_Instructions for the task:_ All of the entries below need repeating exactly, apart from their images.

--- Records to use Enclosed Below ---

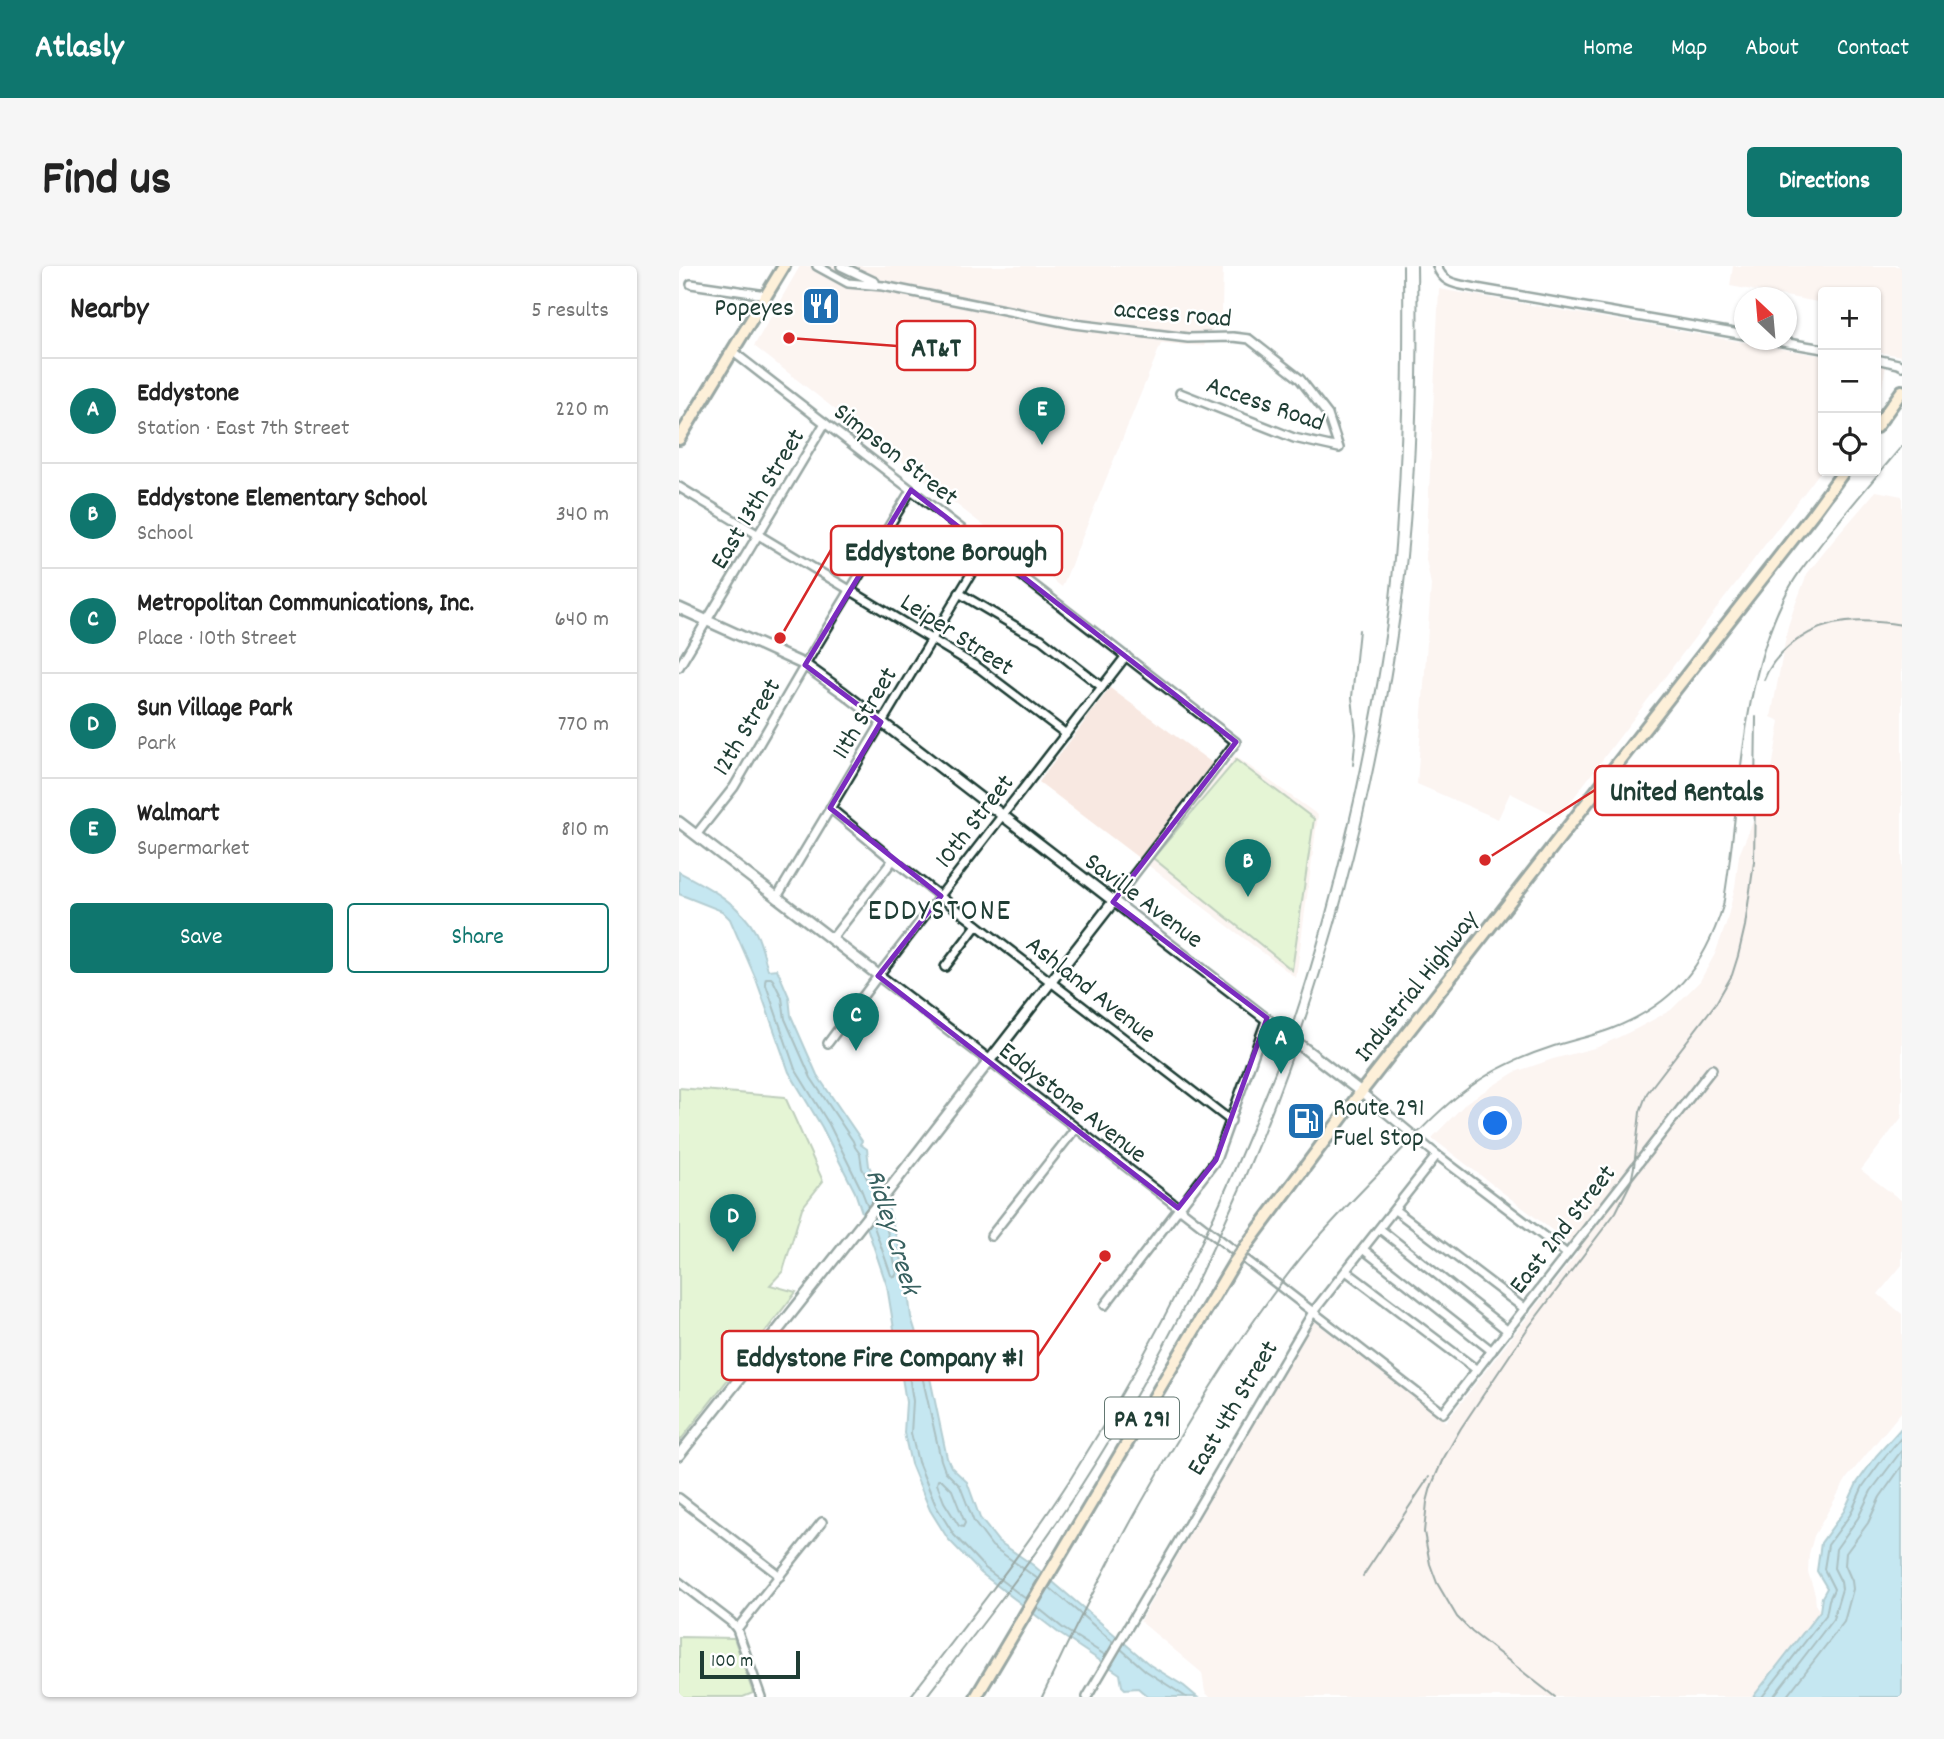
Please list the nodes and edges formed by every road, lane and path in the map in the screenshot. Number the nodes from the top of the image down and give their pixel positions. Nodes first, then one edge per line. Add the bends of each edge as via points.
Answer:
1 (784, 266) edge
2 (817, 266) edge
3 (841, 266) edge
4 (1437, 266) edge
5 (691, 284) dead end
6 (883, 286) junction
7 (766, 295) junction
8 (1734, 333) edge
9 (1797, 345) edge
10 (1818, 348) edge
11 (732, 351) junction
12 (1881, 360) edge
13 (1902, 366) edge
14 (1902, 391) edge
15 (1180, 393) dead end
16 (1881, 420) edge
17 (825, 423) junction
18 (679, 439) edge
19 (1339, 449) joint
20 (1840, 476) edge
21 (679, 487) edge
22 (911, 490) junction
23 (758, 535) junction
24 (986, 549) junction
25 (851, 590) junction
26 (959, 593) junction
27 (679, 608) edge
28 (707, 621) junction
29 (931, 639) junction
30 (1126, 656) junction
31 (805, 665) junction
32 (679, 667) edge
33 (1102, 687) junction
34 (881, 722) junction
35 (1066, 734) junction
36 (830, 808) junction
37 (1002, 816) junction
38 (679, 822) edge
39 (695, 835) junction
40 (893, 860) junction
41 (940, 896) junction
42 (777, 897) junction
43 (1113, 902) junction
44 (977, 925) junction
45 (831, 940) junction
46 (945, 967) dead end
47 (878, 976) junction
48 (1051, 981) junction
49 (1267, 1018) junction
50 (828, 1043) dead end
51 (990, 1061) junction
52 (1712, 1069) dead end
53 (1361, 1092) junction
54 (1231, 1121) junction
55 (1075, 1129) junction
56 (1437, 1155) junction
57 (1178, 1208) junction
58 (1395, 1210) junction
59 (1380, 1229) junction
60 (991, 1236) dead end
61 (1364, 1250) junction
62 (1567, 1254) junction
63 (1346, 1272) junction
64 (1105, 1305) dead end
65 (1525, 1309) junction
66 (1313, 1312) junction
67 (1509, 1331) junction
68 (1492, 1351) junction
69 (1477, 1370) junction
70 (1443, 1413) joint
71 (679, 1455) edge
72 (679, 1498) edge
73 (822, 1522) dead end
74 (780, 1576) junction
75 (679, 1582) edge
76 (737, 1629) junction
77 (761, 1697) edge
78 (976, 1697) edge
79 (1087, 1697) edge

1 - 7 main road
2 - 6 street via 848,283
3 - 6 street
4 - 8 street via 1447,281 1476,288
5 - 7 street
6 - 19 street, access road via 1074,324 1188,338 1249,340 1300,379 1328,415
7 - 11 main road
9 - 10 street
11 - 17 street, Simpson Street
11 - 18 main road
12 - 13 street
14 - 16 main road
15 - 19 street, Access Road via 1294,439
17 - 22 street, Simpson Street
17 - 23 street, East 13th Street
20 - 53 main road, Industrial Highway / PA 291
21 - 23 street, Leiper Street
22 - 24 street, Simpson Street
22 - 25 street, 12th Street
23 - 25 street, Leiper Street
23 - 28 street, East 13th Street
24 - 26 street, 11th Street
24 - 30 street, Simpson Street
25 - 29 street, Leiper Street
25 - 31 street, 12th Street
26 - 29 street, 11th Street
26 - 33 street via 1041,639
27 - 28 street, Saville Avenue
28 - 31 street, Saville Avenue
28 - 32 street, East 13th Street
29 - 34 street, 11th Street
29 - 35 street, Leiper Street via 979,668
30 - 33 street, 10th Street
30 - 43 street, Simpson Street via 1236,742
31 - 34 street, Saville Avenue
31 - 39 street, 12th Street via 734,787
33 - 35 street, 10th Street
34 - 36 street, 11th Street
34 - 37 street, Saville Avenue
35 - 37 street, 10th Street
36 - 40 street, Ashland Avenue
36 - 42 street, 11th Street
37 - 41 street, 10th Street
37 - 43 street, Saville Avenue
38 - 39 street, Eddystone Avenue
39 - 42 street, Eddystone Avenue
40 - 41 street, Ashland Avenue
40 - 45 street
41 - 44 street, Ashland Avenue
41 - 47 street, 10th Street
42 - 45 street, Eddystone Avenue
43 - 48 street
43 - 49 street, Saville Avenue
44 - 46 street
44 - 48 street, Ashland Avenue
45 - 47 street, Eddystone Avenue
47 - 50 street, 10th Street
47 - 51 street, Eddystone Avenue
48 - 51 street
48 - 54 street, Ashland Avenue
49 - 53 street, Saville Avenue
49 - 54 street
51 - 55 street, Eddystone Avenue
51 - 71 street
52 - 62 street, East 2nd Street
53 - 56 street, Saville Avenue
53 - 78 main road, Industrial Highway / PA 291, bridge via 1234,1263
54 - 57 street via 1216,1160
55 - 57 street, Eddystone Avenue
55 - 60 street
56 - 58 street, East 4th Street
56 - 62 street, Saville Avenue
57 - 64 street
57 - 66 street, Eddystone Avenue
58 - 59 street, East 4th Street
58 - 65 street
59 - 61 street, East 4th Street
59 - 67 street
61 - 63 street, East 4th Street
61 - 68 street
62 - 65 street, East 2nd Street
63 - 66 street, East 4th Street
63 - 69 street
65 - 67 street, East 2nd Street
66 - 70 street, Eddystone Avenue
66 - 79 street, East 4th Street
67 - 68 street, East 2nd Street
68 - 69 street, East 2nd Street
69 - 70 street, East 2nd Street
72 - 74 street
73 - 74 street
74 - 76 street
75 - 76 street
76 - 77 street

--- End of Enclosed Records to use ---

_Exercise solution:_
Please list the nodes and edges formed by every road, lane and path in the map in the screenshot. Number the nodes from the top of the image down and give their pixel positions. Nodes first, then one edge per line. Add the bends of each edge as via points.
Answer:
1 (784, 266) edge
2 (817, 266) edge
3 (841, 266) edge
4 (1437, 266) edge
5 (691, 284) dead end
6 (883, 286) junction
7 (766, 295) junction
8 (1734, 333) edge
9 (1797, 345) edge
10 (1818, 348) edge
11 (732, 351) junction
12 (1881, 360) edge
13 (1902, 366) edge
14 (1902, 391) edge
15 (1180, 393) dead end
16 (1881, 420) edge
17 (825, 423) junction
18 (679, 439) edge
19 (1339, 449) joint
20 (1840, 476) edge
21 (679, 487) edge
22 (911, 490) junction
23 (758, 535) junction
24 (986, 549) junction
25 (851, 590) junction
26 (959, 593) junction
27 (679, 608) edge
28 (707, 621) junction
29 (931, 639) junction
30 (1126, 656) junction
31 (805, 665) junction
32 (679, 667) edge
33 (1102, 687) junction
34 (881, 722) junction
35 (1066, 734) junction
36 (830, 808) junction
37 (1002, 816) junction
38 (679, 822) edge
39 (695, 835) junction
40 (893, 860) junction
41 (940, 896) junction
42 (777, 897) junction
43 (1113, 902) junction
44 (977, 925) junction
45 (831, 940) junction
46 (945, 967) dead end
47 (878, 976) junction
48 (1051, 981) junction
49 (1267, 1018) junction
50 (828, 1043) dead end
51 (990, 1061) junction
52 (1712, 1069) dead end
53 (1361, 1092) junction
54 (1231, 1121) junction
55 (1075, 1129) junction
56 (1437, 1155) junction
57 (1178, 1208) junction
58 (1395, 1210) junction
59 (1380, 1229) junction
60 (991, 1236) dead end
61 (1364, 1250) junction
62 (1567, 1254) junction
63 (1346, 1272) junction
64 (1105, 1305) dead end
65 (1525, 1309) junction
66 (1313, 1312) junction
67 (1509, 1331) junction
68 (1492, 1351) junction
69 (1477, 1370) junction
70 (1443, 1413) joint
71 (679, 1455) edge
72 (679, 1498) edge
73 (822, 1522) dead end
74 (780, 1576) junction
75 (679, 1582) edge
76 (737, 1629) junction
77 (761, 1697) edge
78 (976, 1697) edge
79 (1087, 1697) edge

1 - 7 main road
2 - 6 street via 848,283
3 - 6 street
4 - 8 street via 1447,281 1476,288
5 - 7 street
6 - 19 street, access road via 1074,324 1188,338 1249,340 1300,379 1328,415
7 - 11 main road
9 - 10 street
11 - 17 street, Simpson Street
11 - 18 main road
12 - 13 street
14 - 16 main road
15 - 19 street, Access Road via 1294,439
17 - 22 street, Simpson Street
17 - 23 street, East 13th Street
20 - 53 main road, Industrial Highway / PA 291
21 - 23 street, Leiper Street
22 - 24 street, Simpson Street
22 - 25 street, 12th Street
23 - 25 street, Leiper Street
23 - 28 street, East 13th Street
24 - 26 street, 11th Street
24 - 30 street, Simpson Street
25 - 29 street, Leiper Street
25 - 31 street, 12th Street
26 - 29 street, 11th Street
26 - 33 street via 1041,639
27 - 28 street, Saville Avenue
28 - 31 street, Saville Avenue
28 - 32 street, East 13th Street
29 - 34 street, 11th Street
29 - 35 street, Leiper Street via 979,668
30 - 33 street, 10th Street
30 - 43 street, Simpson Street via 1236,742
31 - 34 street, Saville Avenue
31 - 39 street, 12th Street via 734,787
33 - 35 street, 10th Street
34 - 36 street, 11th Street
34 - 37 street, Saville Avenue
35 - 37 street, 10th Street
36 - 40 street, Ashland Avenue
36 - 42 street, 11th Street
37 - 41 street, 10th Street
37 - 43 street, Saville Avenue
38 - 39 street, Eddystone Avenue
39 - 42 street, Eddystone Avenue
40 - 41 street, Ashland Avenue
40 - 45 street
41 - 44 street, Ashland Avenue
41 - 47 street, 10th Street
42 - 45 street, Eddystone Avenue
43 - 48 street
43 - 49 street, Saville Avenue
44 - 46 street
44 - 48 street, Ashland Avenue
45 - 47 street, Eddystone Avenue
47 - 50 street, 10th Street
47 - 51 street, Eddystone Avenue
48 - 51 street
48 - 54 street, Ashland Avenue
49 - 53 street, Saville Avenue
49 - 54 street
51 - 55 street, Eddystone Avenue
51 - 71 street
52 - 62 street, East 2nd Street
53 - 56 street, Saville Avenue
53 - 78 main road, Industrial Highway / PA 291, bridge via 1234,1263
54 - 57 street via 1216,1160
55 - 57 street, Eddystone Avenue
55 - 60 street
56 - 58 street, East 4th Street
56 - 62 street, Saville Avenue
57 - 64 street
57 - 66 street, Eddystone Avenue
58 - 59 street, East 4th Street
58 - 65 street
59 - 61 street, East 4th Street
59 - 67 street
61 - 63 street, East 4th Street
61 - 68 street
62 - 65 street, East 2nd Street
63 - 66 street, East 4th Street
63 - 69 street
65 - 67 street, East 2nd Street
66 - 70 street, Eddystone Avenue
66 - 79 street, East 4th Street
67 - 68 street, East 2nd Street
68 - 69 street, East 2nd Street
69 - 70 street, East 2nd Street
72 - 74 street
73 - 74 street
74 - 76 street
75 - 76 street
76 - 77 street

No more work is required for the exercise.